„EIN BISSCHEN MUSIK WÄRE JETZT SCHÖN“

Ein Nachmittag mit Gisela May. DAS MAGAZIN. Oktober 2014 Die Fenster sind geschlossen, die Heizung aufgedreht, warme Luft schlägt dem Gast entgegen. Gisela May sieht schmal aus, vermutlich friert sie schnell. Ansonsten ist die Schauspieler und Sängerin unverkennbar die Alte: dunkelblond gefärbter Pagenkopf mit Pony, eine schwarz-weiß karierte Stoffhose, darüber Bluse und Jackett. Sie ist selbst an die Tür gekommen um zu öffnen, beweglich ist sie noch, auch die Ohren sind gut wie eh und je, nur das Augenlicht hat deutlich nachgelassen. Wir setzen uns ins Wohnzimmer, wo ein Freund Wasser und Gläser bereit gestellt hat. Gemütlich ist es, kein bisschen protzig oder selbstverliebt, es hängen keine Fotos oder Plakate mit ihrem eigenen Konterfei an den Wänden, statt dessen ein alter Bauernschrank, ein prallgefülltes Bücherregal, Schallplattensammlung und Stereoanlage, an den Wänden bunte Ölbilder. Der Gast legt ein paar aktuelle Magazin-Hefte auf den Tisch, sie tastet, erinnert sich anderes Papier, ein bisschen anderes Format. „Das war immer Mangelware, gar nicht nur wegen dieses Aktfotos.
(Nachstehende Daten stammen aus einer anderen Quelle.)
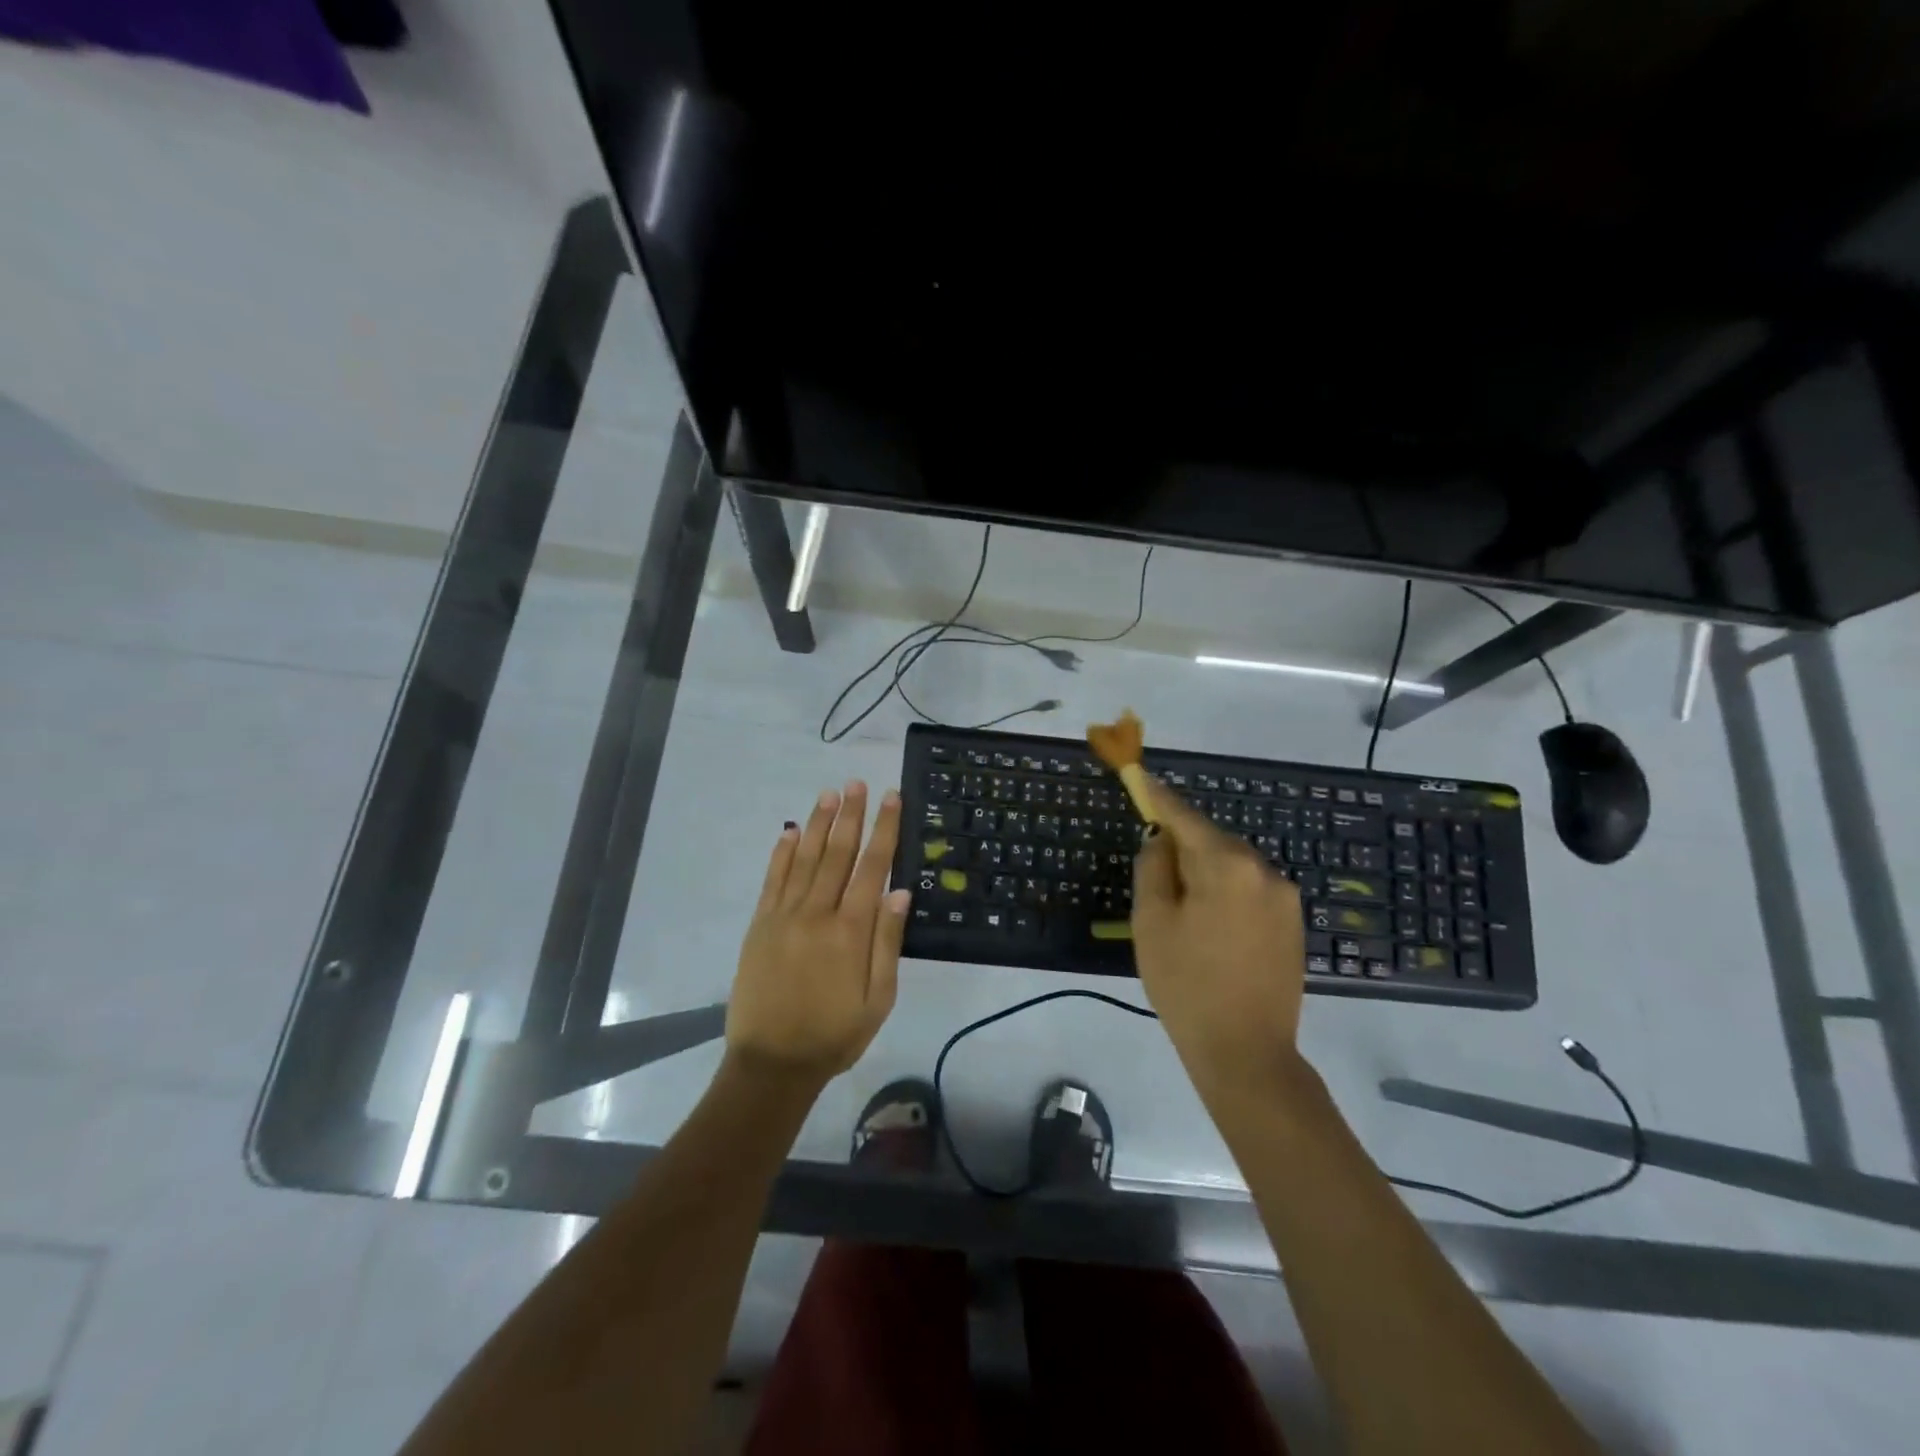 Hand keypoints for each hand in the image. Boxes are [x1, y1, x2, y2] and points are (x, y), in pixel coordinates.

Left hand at [726, 782, 909, 1090]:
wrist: (771, 1063)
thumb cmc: (834, 1034)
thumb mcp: (878, 999)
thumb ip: (887, 942)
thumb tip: (900, 891)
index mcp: (851, 930)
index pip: (872, 867)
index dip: (884, 830)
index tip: (891, 798)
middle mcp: (817, 913)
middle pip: (837, 853)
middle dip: (850, 815)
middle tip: (857, 783)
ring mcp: (784, 916)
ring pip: (805, 858)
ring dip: (818, 823)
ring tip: (829, 794)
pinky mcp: (760, 925)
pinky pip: (773, 880)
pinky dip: (782, 853)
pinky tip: (791, 832)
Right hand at [1131, 777, 1306, 1099]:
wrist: (1247, 1052)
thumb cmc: (1186, 985)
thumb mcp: (1152, 922)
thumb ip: (1154, 868)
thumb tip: (1162, 840)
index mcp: (1227, 865)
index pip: (1185, 817)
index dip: (1158, 798)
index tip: (1140, 776)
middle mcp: (1264, 870)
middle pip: (1212, 839)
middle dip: (1182, 842)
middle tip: (1153, 862)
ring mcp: (1285, 897)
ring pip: (1233, 865)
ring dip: (1205, 869)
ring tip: (1180, 904)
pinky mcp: (1293, 922)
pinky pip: (1250, 888)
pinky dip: (1226, 890)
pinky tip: (1210, 922) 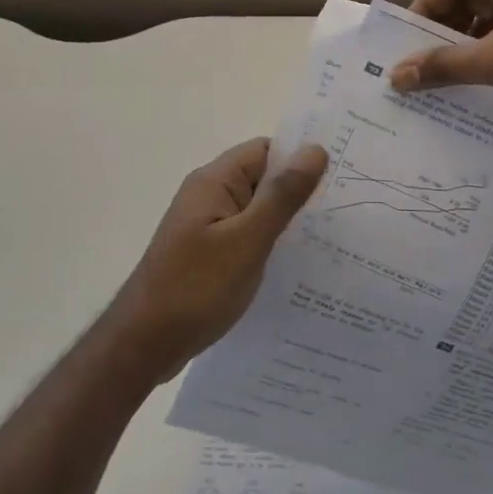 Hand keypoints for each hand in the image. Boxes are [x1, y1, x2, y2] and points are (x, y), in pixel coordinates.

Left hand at [106, 138, 329, 381]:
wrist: (144, 344)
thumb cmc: (196, 287)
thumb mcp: (247, 239)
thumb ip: (281, 195)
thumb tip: (314, 149)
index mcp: (214, 182)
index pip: (266, 150)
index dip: (301, 158)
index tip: (342, 174)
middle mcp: (209, 196)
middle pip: (263, 179)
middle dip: (300, 192)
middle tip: (348, 209)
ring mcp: (207, 227)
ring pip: (258, 211)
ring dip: (288, 221)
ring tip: (334, 238)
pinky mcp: (209, 254)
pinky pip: (248, 236)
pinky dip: (272, 244)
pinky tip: (299, 265)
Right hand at [390, 0, 492, 126]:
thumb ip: (443, 65)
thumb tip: (396, 76)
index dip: (424, 10)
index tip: (406, 45)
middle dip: (445, 30)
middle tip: (422, 64)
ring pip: (491, 14)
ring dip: (467, 44)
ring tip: (445, 77)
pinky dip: (492, 50)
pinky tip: (478, 79) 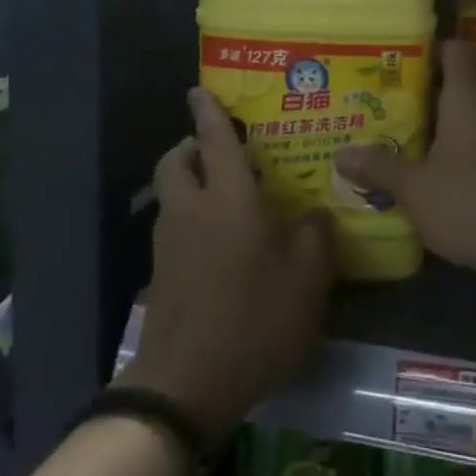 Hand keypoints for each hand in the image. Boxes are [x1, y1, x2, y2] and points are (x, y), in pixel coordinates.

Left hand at [121, 88, 334, 448]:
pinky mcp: (160, 273)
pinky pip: (174, 226)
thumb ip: (316, 235)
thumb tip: (313, 214)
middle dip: (191, 146)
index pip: (214, 139)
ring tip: (227, 195)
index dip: (208, 111)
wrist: (187, 385)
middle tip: (221, 149)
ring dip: (190, 181)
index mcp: (229, 199)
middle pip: (176, 161)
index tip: (199, 89)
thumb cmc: (254, 319)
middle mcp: (192, 210)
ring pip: (172, 194)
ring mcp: (169, 243)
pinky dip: (190, 217)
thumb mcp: (308, 279)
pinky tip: (220, 243)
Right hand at [333, 40, 475, 287]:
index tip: (405, 63)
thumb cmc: (471, 201)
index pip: (456, 49)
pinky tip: (451, 178)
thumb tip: (341, 155)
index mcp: (470, 97)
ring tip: (420, 145)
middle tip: (399, 110)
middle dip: (434, 96)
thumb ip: (379, 168)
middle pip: (465, 85)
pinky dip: (473, 152)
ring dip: (454, 127)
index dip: (433, 50)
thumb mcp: (414, 188) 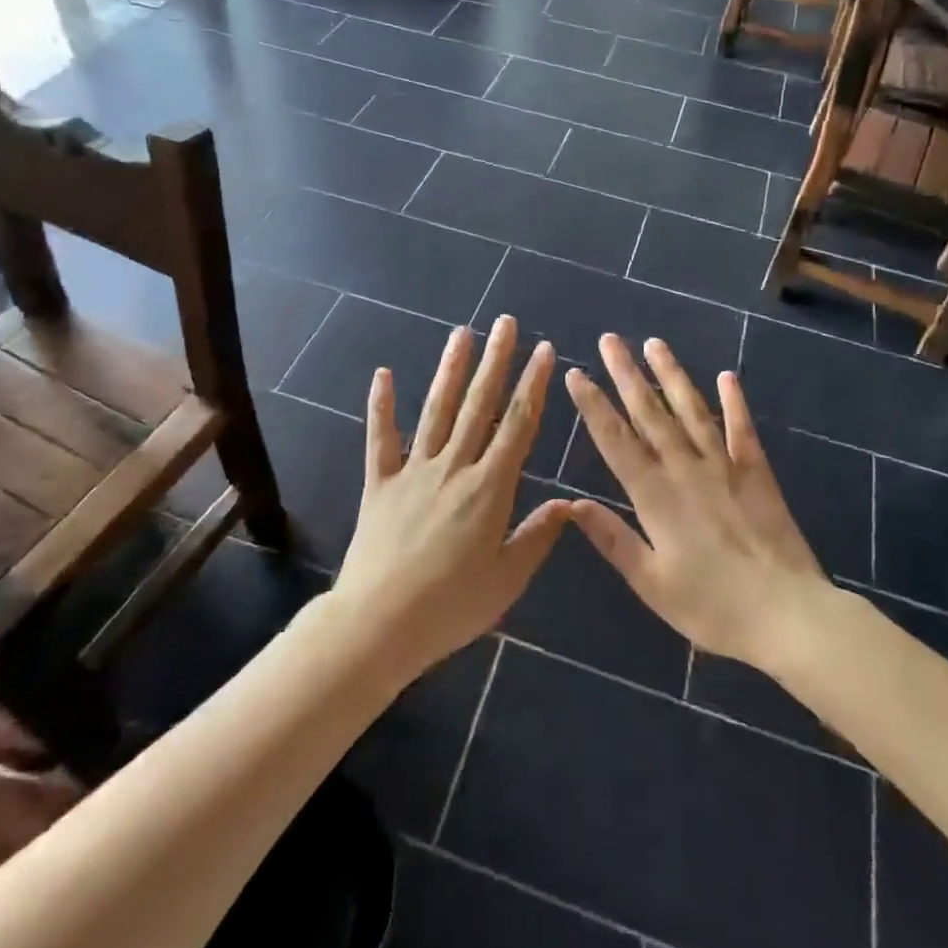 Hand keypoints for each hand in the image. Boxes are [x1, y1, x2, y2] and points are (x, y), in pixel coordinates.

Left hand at [333, 317, 569, 681]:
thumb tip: (568, 504)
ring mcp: (413, 471)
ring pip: (436, 410)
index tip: (544, 351)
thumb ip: (538, 536)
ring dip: (450, 370)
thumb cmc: (451, 608)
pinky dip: (381, 406)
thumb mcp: (507, 579)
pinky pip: (380, 438)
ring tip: (462, 333)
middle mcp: (453, 467)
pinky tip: (382, 374)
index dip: (532, 385)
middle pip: (478, 405)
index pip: (517, 425)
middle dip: (496, 361)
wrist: (379, 625)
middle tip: (505, 323)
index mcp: (489, 488)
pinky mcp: (380, 483)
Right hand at [562, 336, 831, 669]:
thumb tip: (573, 504)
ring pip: (691, 410)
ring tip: (655, 343)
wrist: (788, 613)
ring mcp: (724, 465)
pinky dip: (734, 401)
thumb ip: (613, 540)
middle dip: (626, 374)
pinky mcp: (757, 472)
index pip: (615, 440)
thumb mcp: (652, 584)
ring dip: (671, 374)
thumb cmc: (713, 606)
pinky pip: (742, 428)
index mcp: (655, 495)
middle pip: (650, 413)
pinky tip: (726, 376)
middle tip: (609, 340)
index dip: (593, 405)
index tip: (576, 374)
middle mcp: (685, 469)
Wir wollten es immer sofort haben, aber oft gab es keins. Wenn einer eins hatte, sagte man, wenn du‘s zuende gelesen hast, krieg ich es.“

So. Das zum Auftakt. Aber wie nun anfangen? Was reden mit einer Frau, über die alles gesagt und geschrieben zu sein scheint? Im Mai dieses Jahres ist Gisela May 90 Jahre alt geworden, noch einmal waren die Zeitungen voll mit Hymnen auf sie und ihr Lebenswerk. „Eine, die Bertolt Brecht begegnet ist, von Hanns Eisler 1957 höchstselbst fürs Chanson entdeckt wurde, die […] auf Konzertbühnen von der New Yorker Carnegie Hall bis zur Mailänder Scala gefeiert wurde“, schrieb der Tagesspiegel. Sie weiß das sicher, freut sich aber doch, als der Gast das mediale Jubiläumsrauschen erwähnt. „Ist das wahr? Da stand hoffentlich nur Gutes“, sagt sie.

Wir wollen aber gerade nicht über das reden, was alle schreiben, nicht über Brecht und Eisler, auch nicht über ihre Karriere als Chansonsängerin, schon gar nicht über die Film- und Fernseherfolge. Schweigen wir über „Adelheid und ihre Mörder“, weiß man alles, kann man alles bei Wikipedia nachlesen. Stochern wir lieber behutsam in den Anfängen, in den zwanziger, dreißiger Jahren, Kindheit, Elternhaus. 1924 geboren in Wetzlar, Tochter des Schriftstellers Ferdinand May und der Schauspielerin Käte May, noch in den 20er Jahren Umzug nach Leipzig, wo ihr Vater, überzeugter Kommunist und Antifaschist, zunächst ein städtisches Unternehmen leitet, das Arbeiterfamilien günstig mit Möbeln versorgt. Viele Jahre später wird er Chefdramaturg am dortigen Theater. „Eine Künstlerfamilie“, erinnert sich May, „sehr frei und sehr links.“ Wegen ihrer politischen Ansichten hätten die Eltern stets auf der Hut sein müssen, „es war sehr gefährlich, sich zu äußern, vor allem gegenüber den anderen Mietern im Haus.“ Einen sehr aufmerksamen Hauswart habe es dort gegeben, „der wollte immer wissen, wen man empfängt.“ Im Haus der Mays gehen Schauspieler ein und aus, es wird diskutiert und gefeiert. Oft belauscht Gisela die Erwachsenen, hört heimlich zu, wie ihre Mutter bei diesen Gesellschaften Texte und Lieder vorträgt: „Und der Haifisch, der hat Zähne…“ Brechts Moritat von Mackie Messer aus der 1928 uraufgeführten Dreigroschenoper ist um 1930 ein Welthit.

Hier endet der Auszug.